- EXERCISE AIM
Pull out every line below that holds the word "Ясная".

Stored data entries
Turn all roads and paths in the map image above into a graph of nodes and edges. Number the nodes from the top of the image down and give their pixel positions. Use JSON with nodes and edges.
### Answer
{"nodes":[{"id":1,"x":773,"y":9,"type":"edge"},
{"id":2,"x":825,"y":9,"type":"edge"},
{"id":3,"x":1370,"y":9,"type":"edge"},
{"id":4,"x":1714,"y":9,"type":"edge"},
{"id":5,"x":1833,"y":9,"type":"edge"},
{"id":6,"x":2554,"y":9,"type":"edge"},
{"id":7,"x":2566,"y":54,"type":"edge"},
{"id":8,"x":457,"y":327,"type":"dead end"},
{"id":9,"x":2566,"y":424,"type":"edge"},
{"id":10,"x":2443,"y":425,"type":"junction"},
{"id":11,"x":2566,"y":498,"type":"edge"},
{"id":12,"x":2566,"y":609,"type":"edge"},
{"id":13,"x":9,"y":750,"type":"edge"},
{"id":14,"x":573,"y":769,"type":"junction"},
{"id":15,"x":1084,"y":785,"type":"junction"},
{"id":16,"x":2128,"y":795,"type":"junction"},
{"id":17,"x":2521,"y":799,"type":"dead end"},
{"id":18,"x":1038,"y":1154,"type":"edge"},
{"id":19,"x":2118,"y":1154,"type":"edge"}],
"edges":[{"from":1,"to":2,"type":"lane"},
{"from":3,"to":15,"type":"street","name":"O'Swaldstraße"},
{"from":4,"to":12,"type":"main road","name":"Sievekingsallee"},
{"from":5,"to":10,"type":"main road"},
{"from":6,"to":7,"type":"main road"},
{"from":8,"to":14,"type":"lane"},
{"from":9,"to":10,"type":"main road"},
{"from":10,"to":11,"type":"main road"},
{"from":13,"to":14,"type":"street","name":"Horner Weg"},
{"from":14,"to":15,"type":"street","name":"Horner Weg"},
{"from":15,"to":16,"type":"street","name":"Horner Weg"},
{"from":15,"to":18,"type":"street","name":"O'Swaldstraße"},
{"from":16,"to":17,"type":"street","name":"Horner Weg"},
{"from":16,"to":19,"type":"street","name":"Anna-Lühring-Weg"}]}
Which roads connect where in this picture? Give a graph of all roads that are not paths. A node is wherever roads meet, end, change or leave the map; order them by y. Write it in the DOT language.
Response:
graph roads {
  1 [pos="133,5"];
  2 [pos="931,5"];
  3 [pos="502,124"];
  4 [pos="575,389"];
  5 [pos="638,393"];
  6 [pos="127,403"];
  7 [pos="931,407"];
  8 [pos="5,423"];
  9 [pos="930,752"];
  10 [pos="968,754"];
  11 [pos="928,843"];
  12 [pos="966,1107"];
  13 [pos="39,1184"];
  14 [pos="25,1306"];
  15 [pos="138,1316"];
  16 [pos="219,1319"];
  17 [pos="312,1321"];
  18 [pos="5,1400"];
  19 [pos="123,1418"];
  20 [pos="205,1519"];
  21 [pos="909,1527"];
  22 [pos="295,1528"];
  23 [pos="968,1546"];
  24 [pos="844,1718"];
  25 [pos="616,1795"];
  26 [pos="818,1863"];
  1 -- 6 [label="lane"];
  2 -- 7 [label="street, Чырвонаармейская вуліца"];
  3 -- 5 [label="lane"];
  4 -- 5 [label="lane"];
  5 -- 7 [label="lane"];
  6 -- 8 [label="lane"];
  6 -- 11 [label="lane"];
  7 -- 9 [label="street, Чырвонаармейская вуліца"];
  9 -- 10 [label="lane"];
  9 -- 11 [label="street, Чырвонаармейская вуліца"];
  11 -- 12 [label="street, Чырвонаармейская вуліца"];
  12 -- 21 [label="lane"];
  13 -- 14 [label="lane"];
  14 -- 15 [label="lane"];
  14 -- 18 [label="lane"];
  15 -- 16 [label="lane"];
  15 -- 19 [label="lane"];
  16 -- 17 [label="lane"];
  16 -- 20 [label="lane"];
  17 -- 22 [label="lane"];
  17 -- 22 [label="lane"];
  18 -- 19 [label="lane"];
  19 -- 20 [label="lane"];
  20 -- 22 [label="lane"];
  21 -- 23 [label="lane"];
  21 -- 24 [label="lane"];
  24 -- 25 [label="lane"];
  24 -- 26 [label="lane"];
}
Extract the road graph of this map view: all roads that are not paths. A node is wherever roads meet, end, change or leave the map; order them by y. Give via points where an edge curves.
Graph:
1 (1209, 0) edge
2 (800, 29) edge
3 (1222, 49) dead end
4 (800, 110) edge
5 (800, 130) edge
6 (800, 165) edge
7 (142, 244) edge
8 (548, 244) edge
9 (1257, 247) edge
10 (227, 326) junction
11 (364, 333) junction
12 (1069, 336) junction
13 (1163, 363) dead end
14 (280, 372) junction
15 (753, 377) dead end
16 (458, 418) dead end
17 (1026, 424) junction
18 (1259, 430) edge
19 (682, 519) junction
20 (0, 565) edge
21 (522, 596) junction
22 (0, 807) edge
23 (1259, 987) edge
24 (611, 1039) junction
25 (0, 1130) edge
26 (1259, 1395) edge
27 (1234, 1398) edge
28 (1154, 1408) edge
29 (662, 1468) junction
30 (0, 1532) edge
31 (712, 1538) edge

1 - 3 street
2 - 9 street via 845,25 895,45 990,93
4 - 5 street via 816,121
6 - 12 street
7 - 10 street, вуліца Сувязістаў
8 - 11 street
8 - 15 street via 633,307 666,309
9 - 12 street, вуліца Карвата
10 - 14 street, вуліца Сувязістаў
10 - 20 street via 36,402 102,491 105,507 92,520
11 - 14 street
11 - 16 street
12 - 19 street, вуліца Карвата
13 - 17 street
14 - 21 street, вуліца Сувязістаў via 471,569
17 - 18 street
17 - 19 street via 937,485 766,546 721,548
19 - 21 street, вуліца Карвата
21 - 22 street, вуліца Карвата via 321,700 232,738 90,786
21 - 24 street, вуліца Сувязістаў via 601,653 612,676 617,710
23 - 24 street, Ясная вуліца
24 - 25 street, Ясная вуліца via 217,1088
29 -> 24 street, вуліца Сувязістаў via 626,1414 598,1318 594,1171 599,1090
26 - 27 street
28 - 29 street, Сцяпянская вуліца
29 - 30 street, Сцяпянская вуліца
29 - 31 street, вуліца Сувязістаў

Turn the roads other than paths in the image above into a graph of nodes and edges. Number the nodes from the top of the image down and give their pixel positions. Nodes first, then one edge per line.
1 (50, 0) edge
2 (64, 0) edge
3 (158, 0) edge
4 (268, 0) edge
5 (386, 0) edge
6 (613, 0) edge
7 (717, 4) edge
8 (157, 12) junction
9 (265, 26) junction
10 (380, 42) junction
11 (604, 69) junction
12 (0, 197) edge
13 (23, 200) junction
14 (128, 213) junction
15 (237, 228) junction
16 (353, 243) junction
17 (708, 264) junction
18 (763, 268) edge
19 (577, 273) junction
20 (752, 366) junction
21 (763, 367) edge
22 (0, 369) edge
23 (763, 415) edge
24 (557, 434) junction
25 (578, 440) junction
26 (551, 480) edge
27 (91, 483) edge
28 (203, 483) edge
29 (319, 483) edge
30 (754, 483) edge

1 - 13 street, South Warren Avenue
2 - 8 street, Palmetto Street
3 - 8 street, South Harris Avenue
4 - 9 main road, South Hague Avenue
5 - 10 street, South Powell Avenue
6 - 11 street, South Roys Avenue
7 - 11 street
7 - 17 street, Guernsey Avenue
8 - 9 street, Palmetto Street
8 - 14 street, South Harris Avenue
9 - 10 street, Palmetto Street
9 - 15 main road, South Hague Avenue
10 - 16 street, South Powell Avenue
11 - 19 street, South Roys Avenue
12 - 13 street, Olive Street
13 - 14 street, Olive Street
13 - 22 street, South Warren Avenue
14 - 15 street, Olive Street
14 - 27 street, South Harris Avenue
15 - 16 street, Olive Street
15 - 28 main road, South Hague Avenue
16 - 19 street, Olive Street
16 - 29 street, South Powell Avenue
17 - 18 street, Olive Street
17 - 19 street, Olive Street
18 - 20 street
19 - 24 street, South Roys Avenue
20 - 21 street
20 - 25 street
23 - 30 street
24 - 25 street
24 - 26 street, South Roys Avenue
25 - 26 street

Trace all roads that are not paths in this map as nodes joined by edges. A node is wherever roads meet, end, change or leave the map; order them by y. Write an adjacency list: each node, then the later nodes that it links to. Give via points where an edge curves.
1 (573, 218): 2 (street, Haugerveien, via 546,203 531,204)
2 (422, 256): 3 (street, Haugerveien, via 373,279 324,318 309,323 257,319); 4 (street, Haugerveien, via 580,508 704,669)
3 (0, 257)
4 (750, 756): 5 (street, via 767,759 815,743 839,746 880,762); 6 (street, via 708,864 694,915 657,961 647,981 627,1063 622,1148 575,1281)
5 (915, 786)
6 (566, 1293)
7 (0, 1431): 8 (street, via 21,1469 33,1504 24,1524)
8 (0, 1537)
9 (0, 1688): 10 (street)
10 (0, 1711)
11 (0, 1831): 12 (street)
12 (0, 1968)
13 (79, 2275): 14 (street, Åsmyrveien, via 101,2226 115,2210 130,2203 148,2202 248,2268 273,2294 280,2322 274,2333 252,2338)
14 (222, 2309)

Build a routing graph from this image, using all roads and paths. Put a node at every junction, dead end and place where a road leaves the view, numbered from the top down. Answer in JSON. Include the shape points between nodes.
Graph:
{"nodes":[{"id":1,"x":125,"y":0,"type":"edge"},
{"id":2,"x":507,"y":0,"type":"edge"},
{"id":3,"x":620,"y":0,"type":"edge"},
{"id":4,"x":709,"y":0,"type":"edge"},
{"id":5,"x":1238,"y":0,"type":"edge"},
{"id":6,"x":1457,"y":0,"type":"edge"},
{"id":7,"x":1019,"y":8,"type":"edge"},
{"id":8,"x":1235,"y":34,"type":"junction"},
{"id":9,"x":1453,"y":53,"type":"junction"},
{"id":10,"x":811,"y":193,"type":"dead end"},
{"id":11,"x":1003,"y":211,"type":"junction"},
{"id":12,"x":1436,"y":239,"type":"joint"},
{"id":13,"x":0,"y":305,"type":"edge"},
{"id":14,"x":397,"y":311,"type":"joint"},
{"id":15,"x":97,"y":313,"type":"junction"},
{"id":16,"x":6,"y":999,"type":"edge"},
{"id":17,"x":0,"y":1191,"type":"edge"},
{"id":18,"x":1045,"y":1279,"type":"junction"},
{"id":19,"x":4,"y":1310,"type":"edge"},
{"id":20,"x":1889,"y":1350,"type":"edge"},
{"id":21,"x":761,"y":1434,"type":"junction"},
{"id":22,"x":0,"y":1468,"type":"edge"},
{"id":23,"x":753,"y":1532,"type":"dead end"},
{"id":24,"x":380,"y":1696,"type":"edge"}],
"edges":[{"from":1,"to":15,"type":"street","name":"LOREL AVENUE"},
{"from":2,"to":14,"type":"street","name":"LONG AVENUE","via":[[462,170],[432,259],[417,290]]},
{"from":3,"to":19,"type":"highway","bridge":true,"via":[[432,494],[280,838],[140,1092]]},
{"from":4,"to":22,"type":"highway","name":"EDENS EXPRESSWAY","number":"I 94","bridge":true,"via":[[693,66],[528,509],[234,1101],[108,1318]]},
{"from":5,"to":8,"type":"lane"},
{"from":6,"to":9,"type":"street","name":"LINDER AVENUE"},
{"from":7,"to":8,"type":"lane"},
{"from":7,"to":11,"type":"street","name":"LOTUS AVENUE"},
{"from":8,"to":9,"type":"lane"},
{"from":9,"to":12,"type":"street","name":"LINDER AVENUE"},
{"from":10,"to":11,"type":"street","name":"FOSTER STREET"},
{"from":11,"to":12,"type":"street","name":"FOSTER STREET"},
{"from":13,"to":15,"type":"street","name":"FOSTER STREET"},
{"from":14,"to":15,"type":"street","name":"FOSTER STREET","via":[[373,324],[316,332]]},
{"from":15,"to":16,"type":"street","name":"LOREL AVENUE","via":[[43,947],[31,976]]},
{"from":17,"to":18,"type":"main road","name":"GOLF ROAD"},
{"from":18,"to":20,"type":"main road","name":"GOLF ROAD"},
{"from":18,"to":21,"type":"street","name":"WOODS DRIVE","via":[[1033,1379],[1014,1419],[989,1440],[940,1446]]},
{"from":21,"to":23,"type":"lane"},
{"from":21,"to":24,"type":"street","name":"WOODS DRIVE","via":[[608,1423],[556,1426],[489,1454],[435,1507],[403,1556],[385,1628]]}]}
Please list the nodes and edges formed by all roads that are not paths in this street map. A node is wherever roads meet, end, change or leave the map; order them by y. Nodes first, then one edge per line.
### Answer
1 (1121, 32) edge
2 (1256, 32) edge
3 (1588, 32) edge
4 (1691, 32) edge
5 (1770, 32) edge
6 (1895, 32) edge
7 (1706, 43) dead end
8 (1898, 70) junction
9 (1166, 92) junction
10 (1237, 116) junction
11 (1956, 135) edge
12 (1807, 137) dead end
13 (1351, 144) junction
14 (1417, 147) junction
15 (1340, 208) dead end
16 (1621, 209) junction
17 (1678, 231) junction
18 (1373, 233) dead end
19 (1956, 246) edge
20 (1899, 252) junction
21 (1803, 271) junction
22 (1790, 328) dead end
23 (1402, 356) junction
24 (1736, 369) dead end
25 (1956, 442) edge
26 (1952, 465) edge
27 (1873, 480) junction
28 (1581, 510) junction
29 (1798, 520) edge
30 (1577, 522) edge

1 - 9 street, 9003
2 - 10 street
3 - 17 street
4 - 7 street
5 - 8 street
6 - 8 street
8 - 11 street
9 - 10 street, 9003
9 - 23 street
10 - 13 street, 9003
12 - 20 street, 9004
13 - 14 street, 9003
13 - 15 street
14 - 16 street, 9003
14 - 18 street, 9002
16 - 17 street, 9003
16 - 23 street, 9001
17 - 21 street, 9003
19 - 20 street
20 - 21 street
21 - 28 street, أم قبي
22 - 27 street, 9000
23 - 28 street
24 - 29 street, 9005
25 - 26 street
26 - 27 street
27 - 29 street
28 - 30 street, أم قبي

- RESPONSE BELOW
23 - 24 street, Ясная вуліца
24 - 25 street, Ясная вуліца via 217,1088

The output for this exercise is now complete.